Il reste que le retrait de son numéro va permettre à tout le monde de tourner la page sur ce fameux soir de 1995, quand l'entraîneur Mario Tremblay l'a laissé croupir devant son filet lors d'une débandade face aux Red Wings de Detroit. Ce fut son dernier match dans l'uniforme tricolore...

«On dit souvent qu'un match ne fait pas une carrière. Mais j'espère que ce match-là n'a pas défait ma carrière à Montréal. Car il y a tellement plus de bonnes choses qui se sont passées durant mon séjour avec le Canadien.

«Heureusement, depuis quelques jours, on a l'occasion de parler davantage des équipes de 1986, de 1989 et de 1993. Et samedi, j'aurai la chance de revenir au Centre Bell en tant que joueur local...»

Un compétiteur né

Michel Roy a écrit une biographie de son fils, Le guerrier. C'est en quelque sorte l'image que Patrick souhaite laisser aux partisans du Canadien. «Je veux qu'on se souvienne de moi comme d'un compétiteur qui, tous les soirs, voulait être bien préparé pour jouer à un haut niveau. «Quand j'étais jeune, j'ai été retranché du midget CC. Si je n'avais pas persévéré, je n'aurais pu faire le saut au midget AAA l'année suivante, et encore moins avoir la carrière que j'ai eue.»

Cet instinct du vainqueur est essentiel au succès d'un gardien de but, croit Roy. Non seulement par ce qu'il en impose à l'adversaire, mais aussi pour l'image rassurante que cela renvoie à ses coéquipiers.

Le souvenir de 1993

La cérémonie de samedi soir fera la part belle à l'équipe de 1993 du Tricolore, celle qui a remporté la Coupe Stanley la dernière fois. Et quand on pense à cette année-là, difficile d'ignorer cette confiance que dégageaient Roy et le Canadien lors des 10 victoires consécutives en prolongation qu'ils ont arrachées. «On dirait que c'était plus facile pour moi de me concentrer et d'y aller un arrêt à la fois.
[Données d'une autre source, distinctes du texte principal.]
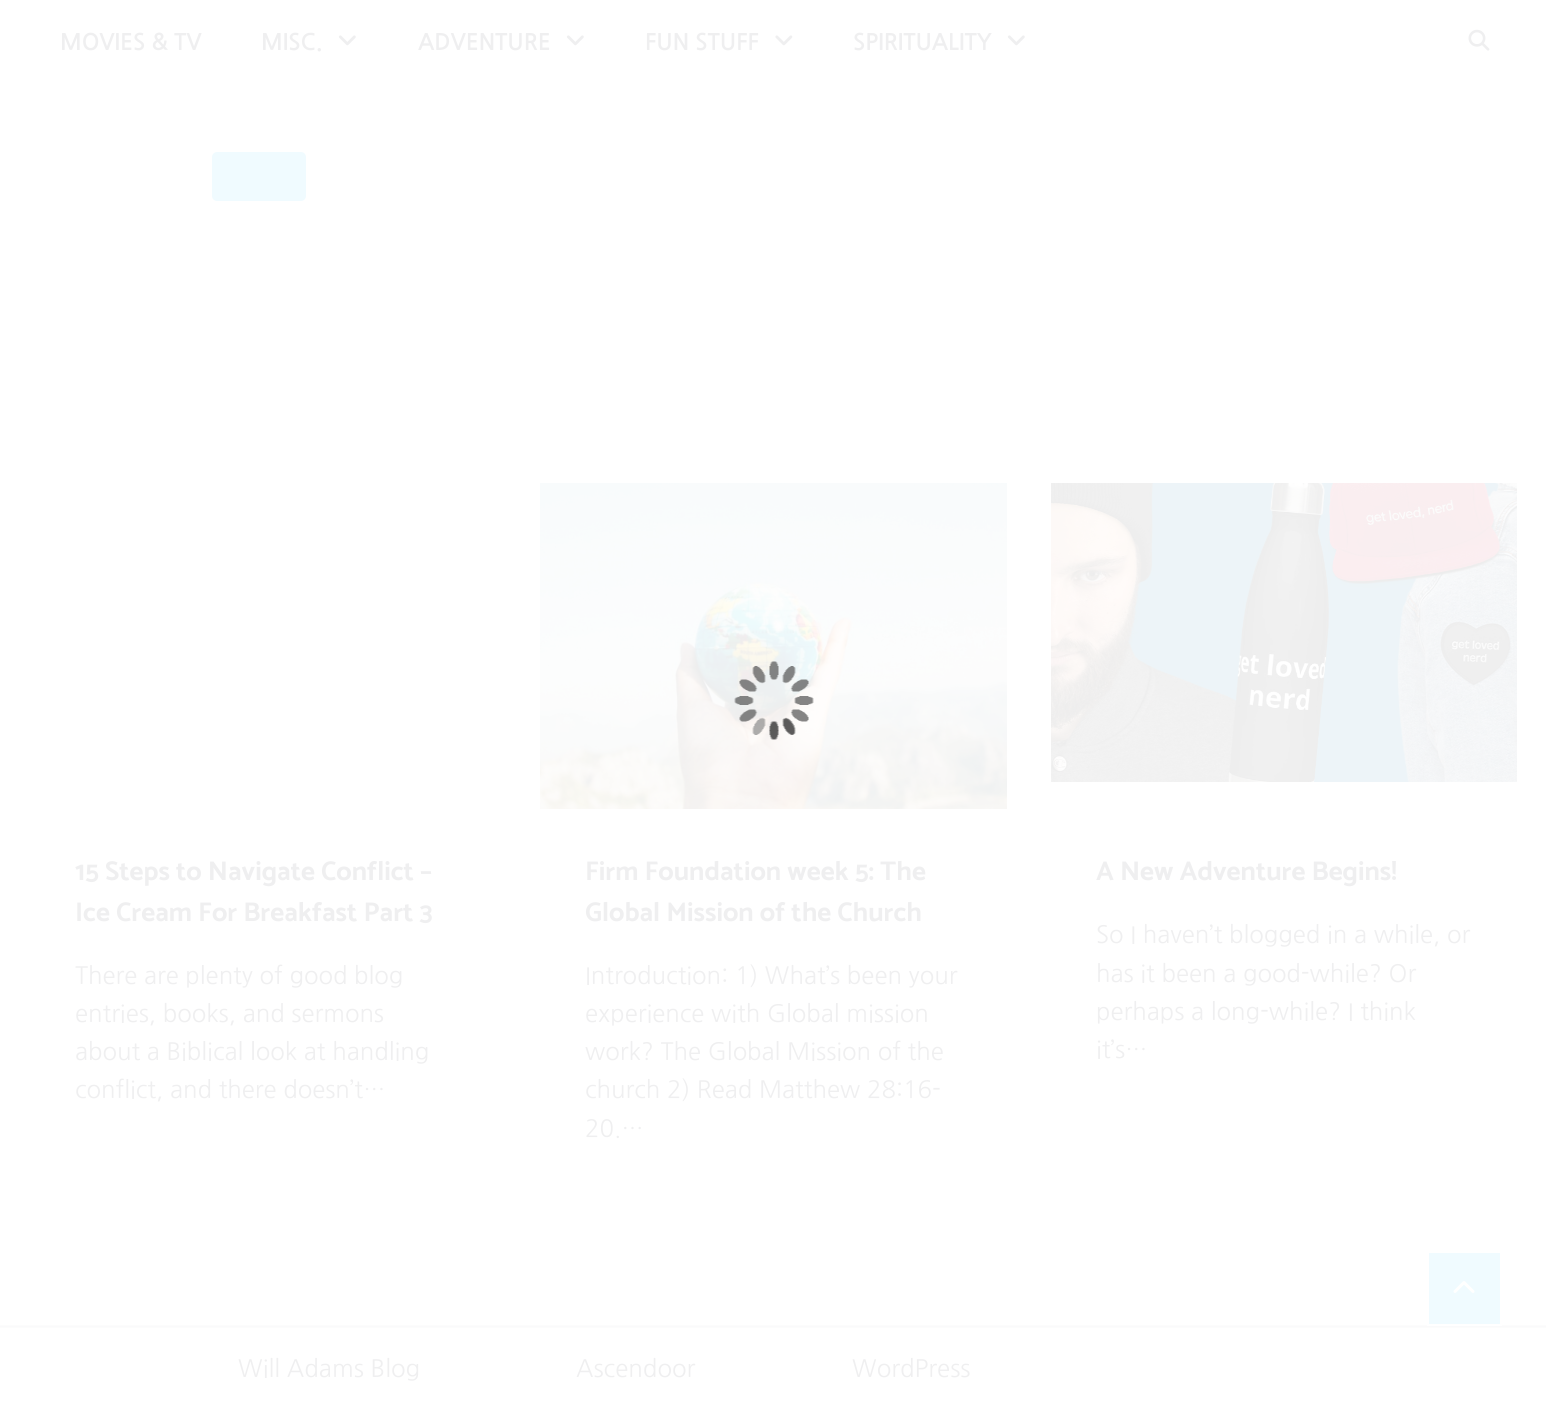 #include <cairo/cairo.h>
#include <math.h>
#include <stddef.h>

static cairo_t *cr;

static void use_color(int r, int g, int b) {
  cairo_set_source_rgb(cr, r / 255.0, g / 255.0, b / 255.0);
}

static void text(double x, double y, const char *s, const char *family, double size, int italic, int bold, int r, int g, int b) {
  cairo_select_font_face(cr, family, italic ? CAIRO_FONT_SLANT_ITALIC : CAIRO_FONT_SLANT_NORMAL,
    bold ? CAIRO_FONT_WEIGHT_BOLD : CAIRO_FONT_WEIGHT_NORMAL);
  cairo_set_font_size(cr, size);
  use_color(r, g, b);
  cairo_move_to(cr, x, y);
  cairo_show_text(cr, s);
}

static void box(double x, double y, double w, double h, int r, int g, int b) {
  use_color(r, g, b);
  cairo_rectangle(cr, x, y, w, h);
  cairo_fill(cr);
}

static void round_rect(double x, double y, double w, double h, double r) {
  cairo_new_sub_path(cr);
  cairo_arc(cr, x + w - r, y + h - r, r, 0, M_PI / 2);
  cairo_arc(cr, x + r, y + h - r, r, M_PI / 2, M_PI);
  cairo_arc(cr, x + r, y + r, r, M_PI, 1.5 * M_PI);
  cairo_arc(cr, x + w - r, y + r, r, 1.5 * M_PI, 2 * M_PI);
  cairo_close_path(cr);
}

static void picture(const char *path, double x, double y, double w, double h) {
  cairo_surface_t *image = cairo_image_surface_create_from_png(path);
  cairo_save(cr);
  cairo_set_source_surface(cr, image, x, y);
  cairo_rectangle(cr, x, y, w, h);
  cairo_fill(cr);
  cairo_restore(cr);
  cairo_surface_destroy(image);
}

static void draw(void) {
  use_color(255, 255, 255);
  cairo_paint(cr);
  picture("img_01.png", 338, 35, 18, 11);
  picture("img_01.png", 566, 35, 18, 11);
  picture("img_02.png", 775, 35, 18, 11);
  picture("img_01.png", 1007, 35, 18, 11);
  picture("img_03.png", 1468, 29, 22, 22);
  picture("img_05.png", 540, 483, 467, 326);
  picture("img_04.png", 734, 661, 80, 79);
  use_color(240, 251, 255);
  round_rect(213, 153, 92, 47, 4);
  cairo_fill_preserve(cr);
  cairo_stroke(cr);
  picture("img_06.png", 1051, 483, 466, 299);
  box(0, 1325, 1546, 1, 252, 252, 252);
  use_color(240, 251, 255);
  cairo_rectangle(cr, 1428, 1252, 73, 73);
  cairo_fill_preserve(cr);
  use_color(255, 255, 255);
  cairo_stroke(cr);
  picture("img_07.png", 1453, 1281, 22, 12);
  box(0, 1327, 1546, 1, 252, 252, 252);
  box(0, 1326, 1546, 1, 250, 250, 251);
  text(60, 50, "MOVIES & TV", "NanumGothic", 22.5, 0, 1, 239, 239, 240);
  text(261, 50, "MISC.", "NanumGothic", 22.5, 0, 1, 239, 239, 240);
  text(418, 50, "ADVENTURE", "NanumGothic", 22.5, 0, 1, 239, 239, 240);
  text(645, 50, "FUN STUFF", "NanumGothic", 22.5, 0, 1, 239, 239, 240);
  text(853, 50, "SPIRITUALITY", "NanumGothic", 22.5, 0, 1, 239, 239, 240);
  text(75, 880, "15 Steps to Navigate Conflict –", "Catamaran", 27.1, 0, 1, 239, 239, 240);
  text(75, 921, "Ice Cream For Breakfast Part 3", "Catamaran", 27.1, 0, 1, 239, 239, 240);
  text(75, 984, "There are plenty of good blog", "NanumGothic", 23.9, 0, 0, 239, 239, 240);
  text(75, 1022, "entries, books, and sermons", "NanumGothic", 23.9, 0, 0, 239, 239, 240);
  text(75, 1060, "about a Biblical look at handling", "NanumGothic", 23.9, 0, 0, 239, 239, 240);
  text(75, 1098, "conflict, and there doesn’t…", "NanumGothic", 23.9, 0, 0, 239, 239, 240);
  text(585, 880, "Firm Foundation week 5: The", "Catamaran", 27.1, 0, 1, 239, 239, 240);
  text(585, 921, "Global Mission of the Church", "Catamaran", 27.1, 0, 1, 239, 239, 240);
  text(585, 984, "Introduction: 1) What’s been your", "NanumGothic", 23.9, 0, 0, 239, 239, 240);
  text(585, 1022, "experience with Global mission", "NanumGothic", 23.9, 0, 0, 239, 239, 240);
  text(585, 1060, "work? The Global Mission of the", "NanumGothic", 23.9, 0, 0, 239, 239, 240);
  text(585, 1098, "church 2) Read Matthew 28:16-", "NanumGothic", 23.9, 0, 0, 239, 239, 240);
  text(585, 1137, "20.…", "NanumGothic", 23.9, 0, 0, 239, 239, 240);
  text(1096, 880, "A New Adventure Begins!", "Catamaran", 27.1, 0, 1, 239, 239, 240);
  text(1096, 943, "So I haven’t blogged in a while, or", "NanumGothic", 23.9, 0, 0, 239, 239, 240);
  text(1096, 982, "has it been a good-while? Or", "NanumGothic", 23.9, 0, 0, 239, 239, 240);
  text(1096, 1020, "perhaps a long-while? I think", "NanumGothic", 23.9, 0, 0, 239, 239, 240);
  text(1096, 1058, "it’s…", "NanumGothic", 23.9, 0, 0, 239, 239, 240);
  text(238, 1377, "Will Adams Blog", "NanumGothic", 24, 0, 0, 239, 239, 240);
  text(576, 1377, "Ascendoor", "NanumGothic", 24, 0, 0, 239, 239, 240);
  text(852, 1377, "WordPress", "NanumGothic", 24, 0, 0, 239, 239, 240);
}

int main(void) {
  cairo_surface_t *surface = cairo_image_surface_create(CAIRO_FORMAT_RGB24, 1546, 1408);
  cr = cairo_create(surface);
  cairo_font_options_t *options = cairo_font_options_create();
  cairo_font_options_set_hint_metrics(options, CAIRO_HINT_METRICS_OFF);
  cairo_font_options_set_hint_style(options, CAIRO_HINT_STYLE_NONE);
  cairo_set_font_options(cr, options);
  cairo_set_miter_limit(cr, 4);
  draw();
  cairo_surface_write_to_png(surface, "out.png");
  cairo_font_options_destroy(options);
  cairo_destroy(cr);
  cairo_surface_destroy(surface);
  return 0;
}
Tout ce que je devais faire, c'était de donner assez de temps à mes coéquipiers pour qu'ils marquent en premier.

«En 1993, si la marque était égale après deux périodes, on en venait presque à souhaiter de se rendre en prolongation. On avait une telle confiance en nous-mêmes qu'on ne pouvait pas perdre.»